• [ACTIVITY]: Pull out every line in the data that has the string "Prinz" in it.

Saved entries
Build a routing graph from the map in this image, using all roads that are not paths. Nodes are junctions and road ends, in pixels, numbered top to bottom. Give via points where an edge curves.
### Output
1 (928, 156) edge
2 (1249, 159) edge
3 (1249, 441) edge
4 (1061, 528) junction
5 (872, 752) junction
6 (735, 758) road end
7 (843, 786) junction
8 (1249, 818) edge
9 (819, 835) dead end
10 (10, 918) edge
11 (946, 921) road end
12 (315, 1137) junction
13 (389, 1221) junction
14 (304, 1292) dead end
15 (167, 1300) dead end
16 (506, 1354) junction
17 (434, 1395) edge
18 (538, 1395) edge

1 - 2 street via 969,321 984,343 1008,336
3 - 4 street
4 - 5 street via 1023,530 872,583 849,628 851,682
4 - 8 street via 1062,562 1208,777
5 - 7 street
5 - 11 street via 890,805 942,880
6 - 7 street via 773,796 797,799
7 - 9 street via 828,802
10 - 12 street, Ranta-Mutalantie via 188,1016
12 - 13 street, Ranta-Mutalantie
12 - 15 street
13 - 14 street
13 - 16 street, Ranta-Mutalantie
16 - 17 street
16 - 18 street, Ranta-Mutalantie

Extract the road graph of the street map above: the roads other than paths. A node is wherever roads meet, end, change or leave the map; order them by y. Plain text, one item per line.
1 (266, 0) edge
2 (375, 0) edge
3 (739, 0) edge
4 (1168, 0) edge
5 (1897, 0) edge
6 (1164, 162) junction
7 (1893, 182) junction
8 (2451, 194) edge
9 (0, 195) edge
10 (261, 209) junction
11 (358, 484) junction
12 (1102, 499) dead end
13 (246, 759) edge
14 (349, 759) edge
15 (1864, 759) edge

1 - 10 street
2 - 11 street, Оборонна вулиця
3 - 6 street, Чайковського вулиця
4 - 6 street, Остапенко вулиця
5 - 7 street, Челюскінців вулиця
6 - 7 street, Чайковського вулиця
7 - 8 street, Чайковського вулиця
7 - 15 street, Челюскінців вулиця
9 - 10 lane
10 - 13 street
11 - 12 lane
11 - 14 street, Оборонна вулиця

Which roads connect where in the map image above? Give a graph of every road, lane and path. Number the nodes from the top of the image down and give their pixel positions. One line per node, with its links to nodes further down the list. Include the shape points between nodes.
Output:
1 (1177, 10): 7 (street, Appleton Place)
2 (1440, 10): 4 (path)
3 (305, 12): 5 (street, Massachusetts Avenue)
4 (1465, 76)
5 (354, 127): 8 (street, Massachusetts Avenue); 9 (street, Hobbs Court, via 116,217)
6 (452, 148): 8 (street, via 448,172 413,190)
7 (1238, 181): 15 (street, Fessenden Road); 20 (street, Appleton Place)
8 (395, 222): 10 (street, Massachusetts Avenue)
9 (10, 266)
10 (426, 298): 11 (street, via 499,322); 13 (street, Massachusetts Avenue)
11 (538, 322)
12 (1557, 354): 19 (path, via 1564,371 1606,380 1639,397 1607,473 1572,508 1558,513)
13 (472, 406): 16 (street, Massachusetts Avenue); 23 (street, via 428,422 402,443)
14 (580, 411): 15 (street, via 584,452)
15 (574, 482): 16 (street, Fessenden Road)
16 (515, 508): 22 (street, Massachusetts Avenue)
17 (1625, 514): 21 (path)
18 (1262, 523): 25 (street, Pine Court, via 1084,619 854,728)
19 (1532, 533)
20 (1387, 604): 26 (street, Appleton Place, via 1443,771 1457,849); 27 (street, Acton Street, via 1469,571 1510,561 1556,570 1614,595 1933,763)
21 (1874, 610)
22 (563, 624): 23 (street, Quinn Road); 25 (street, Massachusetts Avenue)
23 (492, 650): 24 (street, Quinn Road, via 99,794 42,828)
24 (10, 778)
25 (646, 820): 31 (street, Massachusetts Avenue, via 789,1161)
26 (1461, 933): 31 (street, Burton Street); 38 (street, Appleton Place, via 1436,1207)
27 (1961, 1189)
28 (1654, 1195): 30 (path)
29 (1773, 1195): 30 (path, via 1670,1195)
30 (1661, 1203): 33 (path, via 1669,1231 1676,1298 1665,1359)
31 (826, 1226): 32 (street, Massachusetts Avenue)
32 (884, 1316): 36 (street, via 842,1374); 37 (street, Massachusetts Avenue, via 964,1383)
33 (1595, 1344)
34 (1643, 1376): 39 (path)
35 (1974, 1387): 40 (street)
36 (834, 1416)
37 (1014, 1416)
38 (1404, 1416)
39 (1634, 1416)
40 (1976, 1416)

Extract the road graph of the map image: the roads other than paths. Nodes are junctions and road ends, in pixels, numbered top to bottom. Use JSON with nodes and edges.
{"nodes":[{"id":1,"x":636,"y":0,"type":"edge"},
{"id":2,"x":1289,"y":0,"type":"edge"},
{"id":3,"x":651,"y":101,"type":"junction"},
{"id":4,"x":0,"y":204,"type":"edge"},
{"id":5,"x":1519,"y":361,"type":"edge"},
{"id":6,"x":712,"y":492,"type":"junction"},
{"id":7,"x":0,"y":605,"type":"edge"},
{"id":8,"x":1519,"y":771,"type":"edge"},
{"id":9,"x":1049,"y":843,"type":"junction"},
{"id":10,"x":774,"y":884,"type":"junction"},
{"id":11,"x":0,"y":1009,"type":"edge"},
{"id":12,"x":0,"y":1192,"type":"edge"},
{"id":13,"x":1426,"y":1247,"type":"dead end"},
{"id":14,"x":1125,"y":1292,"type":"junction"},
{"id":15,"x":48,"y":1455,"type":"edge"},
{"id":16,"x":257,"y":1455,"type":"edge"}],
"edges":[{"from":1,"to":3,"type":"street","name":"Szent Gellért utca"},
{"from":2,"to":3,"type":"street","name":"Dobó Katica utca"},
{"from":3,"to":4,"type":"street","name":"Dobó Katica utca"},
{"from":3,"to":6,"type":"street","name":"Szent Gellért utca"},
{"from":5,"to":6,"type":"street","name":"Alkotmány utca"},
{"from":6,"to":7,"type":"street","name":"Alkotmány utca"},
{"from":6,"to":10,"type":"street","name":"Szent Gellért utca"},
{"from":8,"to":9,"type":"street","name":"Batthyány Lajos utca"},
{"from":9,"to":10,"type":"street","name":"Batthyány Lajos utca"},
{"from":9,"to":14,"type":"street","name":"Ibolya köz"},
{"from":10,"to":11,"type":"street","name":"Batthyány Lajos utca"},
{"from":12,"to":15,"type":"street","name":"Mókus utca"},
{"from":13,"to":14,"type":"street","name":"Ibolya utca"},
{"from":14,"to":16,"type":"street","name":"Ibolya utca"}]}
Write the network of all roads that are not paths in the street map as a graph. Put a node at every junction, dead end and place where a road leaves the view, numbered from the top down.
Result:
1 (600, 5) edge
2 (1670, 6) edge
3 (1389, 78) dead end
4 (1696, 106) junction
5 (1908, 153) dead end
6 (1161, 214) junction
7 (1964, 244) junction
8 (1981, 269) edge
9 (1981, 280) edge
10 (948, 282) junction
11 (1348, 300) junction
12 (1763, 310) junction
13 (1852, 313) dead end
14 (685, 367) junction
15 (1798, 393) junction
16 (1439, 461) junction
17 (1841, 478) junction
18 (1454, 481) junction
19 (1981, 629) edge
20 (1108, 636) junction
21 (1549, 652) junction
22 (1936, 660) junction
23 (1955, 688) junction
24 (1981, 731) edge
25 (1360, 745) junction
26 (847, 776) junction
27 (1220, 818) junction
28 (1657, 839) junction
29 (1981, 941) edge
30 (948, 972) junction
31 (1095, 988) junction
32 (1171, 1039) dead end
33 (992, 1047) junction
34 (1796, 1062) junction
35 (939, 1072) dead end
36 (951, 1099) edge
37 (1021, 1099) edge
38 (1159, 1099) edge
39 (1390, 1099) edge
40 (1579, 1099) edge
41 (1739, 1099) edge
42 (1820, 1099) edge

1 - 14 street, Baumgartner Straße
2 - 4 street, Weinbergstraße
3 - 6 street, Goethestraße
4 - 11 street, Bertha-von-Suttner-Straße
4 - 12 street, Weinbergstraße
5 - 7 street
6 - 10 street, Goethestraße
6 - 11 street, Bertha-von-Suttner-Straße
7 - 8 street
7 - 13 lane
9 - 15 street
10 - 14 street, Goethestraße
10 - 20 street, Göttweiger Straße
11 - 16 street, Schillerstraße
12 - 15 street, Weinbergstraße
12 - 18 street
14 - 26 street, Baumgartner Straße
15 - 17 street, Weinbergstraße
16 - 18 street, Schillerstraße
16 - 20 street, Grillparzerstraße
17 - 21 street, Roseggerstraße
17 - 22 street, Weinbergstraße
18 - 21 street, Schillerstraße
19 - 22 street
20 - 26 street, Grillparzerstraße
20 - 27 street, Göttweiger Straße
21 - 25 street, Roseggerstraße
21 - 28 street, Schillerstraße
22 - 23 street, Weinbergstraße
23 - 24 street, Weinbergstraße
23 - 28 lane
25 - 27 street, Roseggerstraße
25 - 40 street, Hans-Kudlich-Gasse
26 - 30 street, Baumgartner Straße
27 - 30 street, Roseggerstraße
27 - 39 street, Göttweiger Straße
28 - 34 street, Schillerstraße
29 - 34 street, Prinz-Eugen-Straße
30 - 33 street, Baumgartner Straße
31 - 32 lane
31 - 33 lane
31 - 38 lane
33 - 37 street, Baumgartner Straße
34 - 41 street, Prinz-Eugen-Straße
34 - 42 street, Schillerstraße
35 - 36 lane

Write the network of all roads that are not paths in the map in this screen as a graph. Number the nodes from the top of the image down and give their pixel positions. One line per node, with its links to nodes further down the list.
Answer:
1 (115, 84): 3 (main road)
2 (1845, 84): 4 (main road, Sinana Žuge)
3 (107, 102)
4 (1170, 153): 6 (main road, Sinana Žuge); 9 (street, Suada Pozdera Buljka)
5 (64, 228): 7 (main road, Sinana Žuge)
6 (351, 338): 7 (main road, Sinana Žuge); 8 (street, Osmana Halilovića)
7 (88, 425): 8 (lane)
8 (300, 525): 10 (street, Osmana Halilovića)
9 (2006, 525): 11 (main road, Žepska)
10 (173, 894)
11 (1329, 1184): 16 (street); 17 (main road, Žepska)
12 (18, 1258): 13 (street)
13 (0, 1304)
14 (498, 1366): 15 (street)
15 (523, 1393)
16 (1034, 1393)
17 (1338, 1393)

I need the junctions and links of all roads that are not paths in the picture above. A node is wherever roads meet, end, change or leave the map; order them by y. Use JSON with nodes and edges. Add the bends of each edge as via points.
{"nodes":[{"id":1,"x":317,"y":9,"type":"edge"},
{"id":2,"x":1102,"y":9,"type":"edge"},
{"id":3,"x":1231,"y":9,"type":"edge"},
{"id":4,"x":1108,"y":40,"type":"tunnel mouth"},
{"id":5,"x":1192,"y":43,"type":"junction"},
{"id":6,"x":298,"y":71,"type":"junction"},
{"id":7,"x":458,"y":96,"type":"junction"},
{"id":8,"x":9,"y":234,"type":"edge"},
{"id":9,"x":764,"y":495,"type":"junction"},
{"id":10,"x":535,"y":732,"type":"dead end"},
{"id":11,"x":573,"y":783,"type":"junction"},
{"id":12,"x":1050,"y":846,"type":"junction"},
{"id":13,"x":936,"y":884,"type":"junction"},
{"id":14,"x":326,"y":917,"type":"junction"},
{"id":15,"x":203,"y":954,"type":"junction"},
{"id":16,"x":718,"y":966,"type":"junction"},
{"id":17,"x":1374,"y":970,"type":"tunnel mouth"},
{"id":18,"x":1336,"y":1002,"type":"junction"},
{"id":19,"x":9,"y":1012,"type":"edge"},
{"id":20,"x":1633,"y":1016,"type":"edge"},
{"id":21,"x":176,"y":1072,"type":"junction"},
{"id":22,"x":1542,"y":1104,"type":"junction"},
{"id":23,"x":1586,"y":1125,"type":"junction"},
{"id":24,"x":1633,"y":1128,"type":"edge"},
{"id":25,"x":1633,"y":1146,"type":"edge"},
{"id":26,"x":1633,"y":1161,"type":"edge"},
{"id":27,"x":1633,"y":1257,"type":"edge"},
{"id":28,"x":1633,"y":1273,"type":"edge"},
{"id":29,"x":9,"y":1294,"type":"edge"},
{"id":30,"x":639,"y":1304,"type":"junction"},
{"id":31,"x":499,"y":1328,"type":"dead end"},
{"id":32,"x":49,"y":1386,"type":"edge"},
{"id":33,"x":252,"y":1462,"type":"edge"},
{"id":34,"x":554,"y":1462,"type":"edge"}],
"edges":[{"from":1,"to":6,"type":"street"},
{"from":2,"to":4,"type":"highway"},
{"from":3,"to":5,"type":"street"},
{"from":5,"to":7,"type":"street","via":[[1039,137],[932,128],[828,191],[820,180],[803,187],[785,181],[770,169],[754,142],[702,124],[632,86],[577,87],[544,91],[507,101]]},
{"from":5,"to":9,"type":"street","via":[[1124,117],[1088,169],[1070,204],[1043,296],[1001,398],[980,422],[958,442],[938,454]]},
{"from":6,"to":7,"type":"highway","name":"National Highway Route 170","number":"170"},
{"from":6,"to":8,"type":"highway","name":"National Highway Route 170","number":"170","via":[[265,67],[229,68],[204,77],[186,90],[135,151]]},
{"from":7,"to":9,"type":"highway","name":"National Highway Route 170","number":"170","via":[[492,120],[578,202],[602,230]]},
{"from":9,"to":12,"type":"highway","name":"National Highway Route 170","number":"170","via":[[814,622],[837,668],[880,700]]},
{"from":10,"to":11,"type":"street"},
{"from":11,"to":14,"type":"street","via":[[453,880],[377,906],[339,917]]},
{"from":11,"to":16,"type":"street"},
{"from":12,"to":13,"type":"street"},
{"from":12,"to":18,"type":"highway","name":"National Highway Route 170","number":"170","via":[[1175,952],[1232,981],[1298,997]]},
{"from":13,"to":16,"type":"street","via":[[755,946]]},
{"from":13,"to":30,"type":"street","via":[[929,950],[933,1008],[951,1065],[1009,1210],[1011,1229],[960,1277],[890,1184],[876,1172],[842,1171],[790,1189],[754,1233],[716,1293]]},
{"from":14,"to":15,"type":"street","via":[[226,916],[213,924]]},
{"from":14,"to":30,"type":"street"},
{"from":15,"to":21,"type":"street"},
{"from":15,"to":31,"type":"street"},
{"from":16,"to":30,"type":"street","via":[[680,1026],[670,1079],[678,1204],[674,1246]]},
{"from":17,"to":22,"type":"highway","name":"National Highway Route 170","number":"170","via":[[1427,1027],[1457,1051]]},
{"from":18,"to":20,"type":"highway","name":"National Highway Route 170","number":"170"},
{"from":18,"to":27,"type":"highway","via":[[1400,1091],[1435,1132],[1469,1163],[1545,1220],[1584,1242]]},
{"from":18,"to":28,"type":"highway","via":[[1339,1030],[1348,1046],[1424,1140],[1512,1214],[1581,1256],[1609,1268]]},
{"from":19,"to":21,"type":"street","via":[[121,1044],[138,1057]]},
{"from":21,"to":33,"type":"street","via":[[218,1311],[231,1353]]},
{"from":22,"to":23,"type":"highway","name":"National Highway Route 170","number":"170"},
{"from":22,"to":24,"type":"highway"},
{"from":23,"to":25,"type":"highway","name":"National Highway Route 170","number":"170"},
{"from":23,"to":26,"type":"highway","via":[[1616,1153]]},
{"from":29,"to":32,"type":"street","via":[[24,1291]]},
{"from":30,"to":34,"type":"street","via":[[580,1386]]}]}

• [SOLUTION FOR THIS PROBLEM]:
29 - 34 street, Prinz-Eugen-Straße
34 - 41 street, Prinz-Eugen-Straße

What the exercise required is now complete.